◆ **Assigned task**
Please find the lines in the following records that hold "highway", and copy them.

|---|

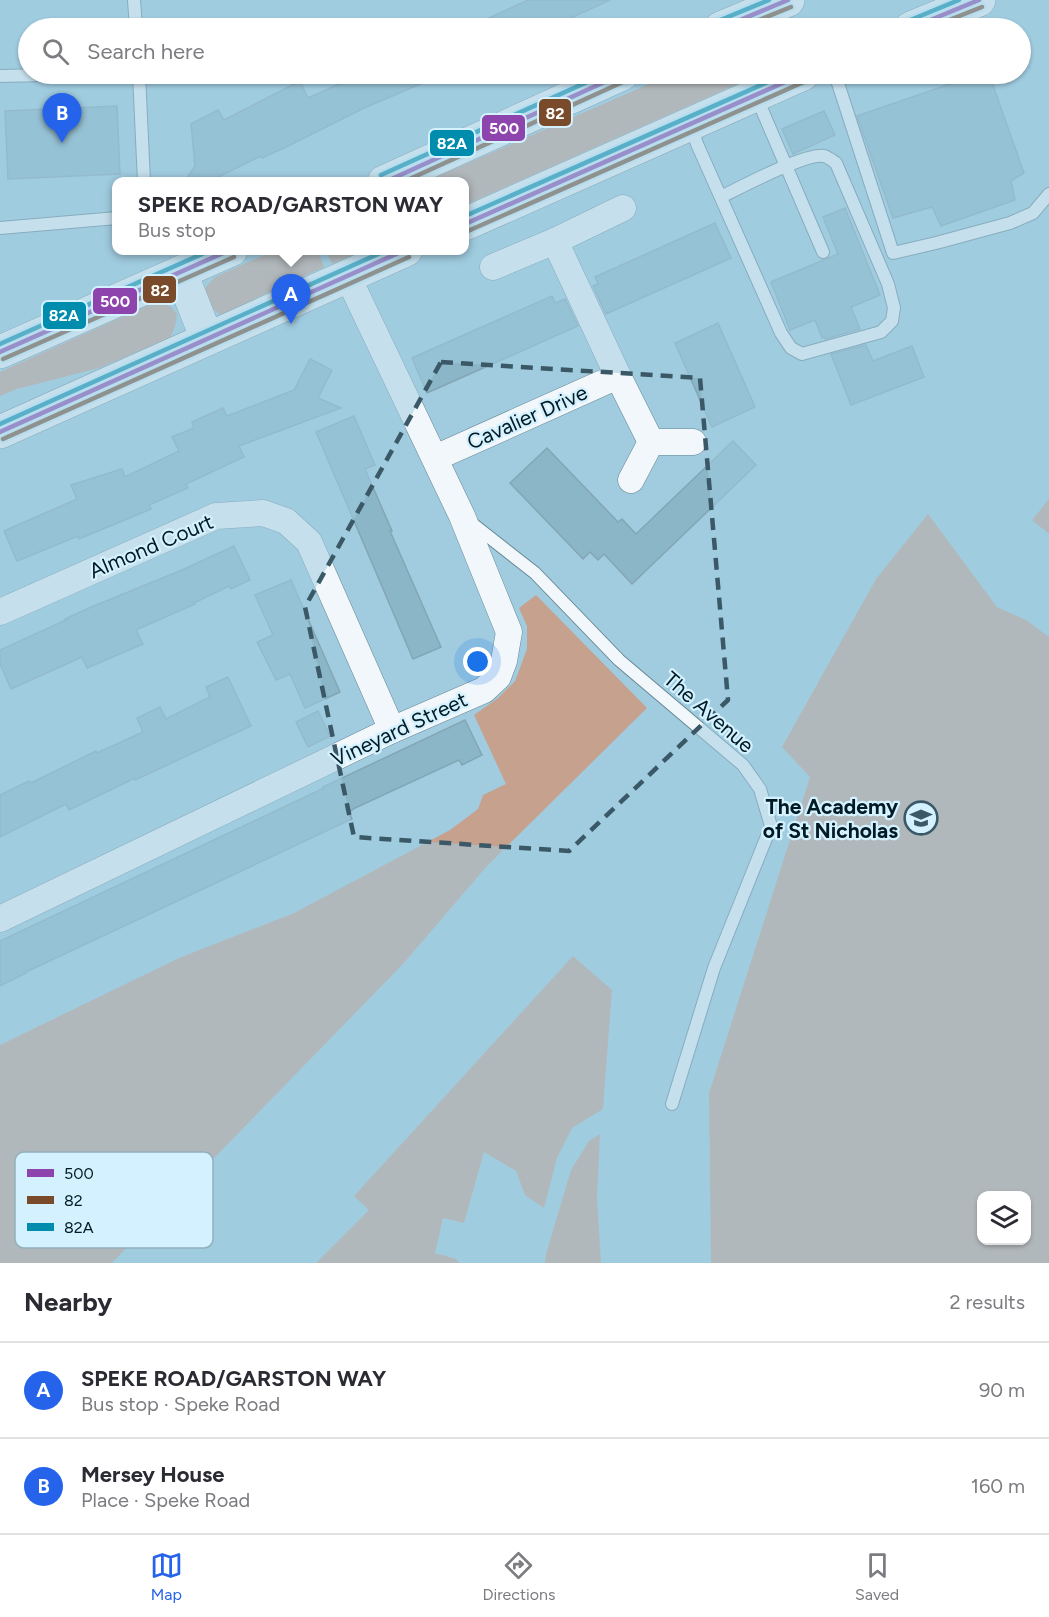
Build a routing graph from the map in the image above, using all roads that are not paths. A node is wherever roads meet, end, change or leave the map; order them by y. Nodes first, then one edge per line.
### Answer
1 (134, 0) edge
2 (788, 0) edge
3 (979, 0) edge
4 (135, 18) edge
5 (746, 18) edge
6 (935, 18) edge
7 (0, 76) edge
8 (18, 76) edge
9 (139, 84) edge
10 (600, 84) edge
11 (779, 84) edge
12 (839, 84) edge
13 (755, 94) junction
14 (690, 123) junction
15 (787, 166) junction
16 (144, 177) edge
17 (395, 177) edge
18 (1049, 194) edge
19 (721, 197) junction
20 (623, 208) dead end
21 (112, 218) edge
22 (469, 222) edge
23 (0, 228) edge
24 (555, 241) junction
25 (823, 252) dead end
26 (220, 255) edge
27 (395, 255) edge
28 (493, 267) dead end
29 (181, 273) junction
30 (348, 277) junction
31 (207, 339) junction
32 (0, 352) edge
33 (618, 376) junction
34 (0, 432) edge
35 (651, 442) junction
36 (693, 442) dead end
37 (435, 458) junction
38 (632, 480) dead end
39 (462, 516) junction
40 (0, 612) edge
41 (393, 730) junction
42 (0, 919) edge
43 (672, 1104) dead end

1 - 4 lane
2 - 5 highway
3 - 6 highway
7 - 8 lane
9 - 16 lane
10 - 17 highway
11 - 13 highway
12 - 18 lane
13 - 14 highway
13 - 15 lane
14 - 19 lane
14 - 22 highway
15 - 19 lane
15 - 19 lane
15 - 25 lane
20 - 24 street
21 - 23 lane
24 - 28 street
24 - 33 street
26 - 29 highway
27 - 30 highway
29 - 31 highway
29 - 32 highway
30 - 31 highway
30 - 37 street, Vineyard Street
31 - 34 highway
33 - 35 street
33 - 37 street, Cavalier Drive
35 - 36 street
35 - 38 street
37 - 39 street, Vineyard Street
39 - 41 street, Vineyard Street
39 - 43 lane, The Avenue
40 - 41 street, Almond Court
41 - 42 street, Vineyard Street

|---|

◆ **Written solution**
2 - 5 highway
3 - 6 highway
10 - 17 highway
11 - 13 highway
13 - 14 highway
14 - 22 highway
26 - 29 highway
27 - 30 highway
29 - 31 highway
29 - 32 highway
30 - 31 highway
31 - 34 highway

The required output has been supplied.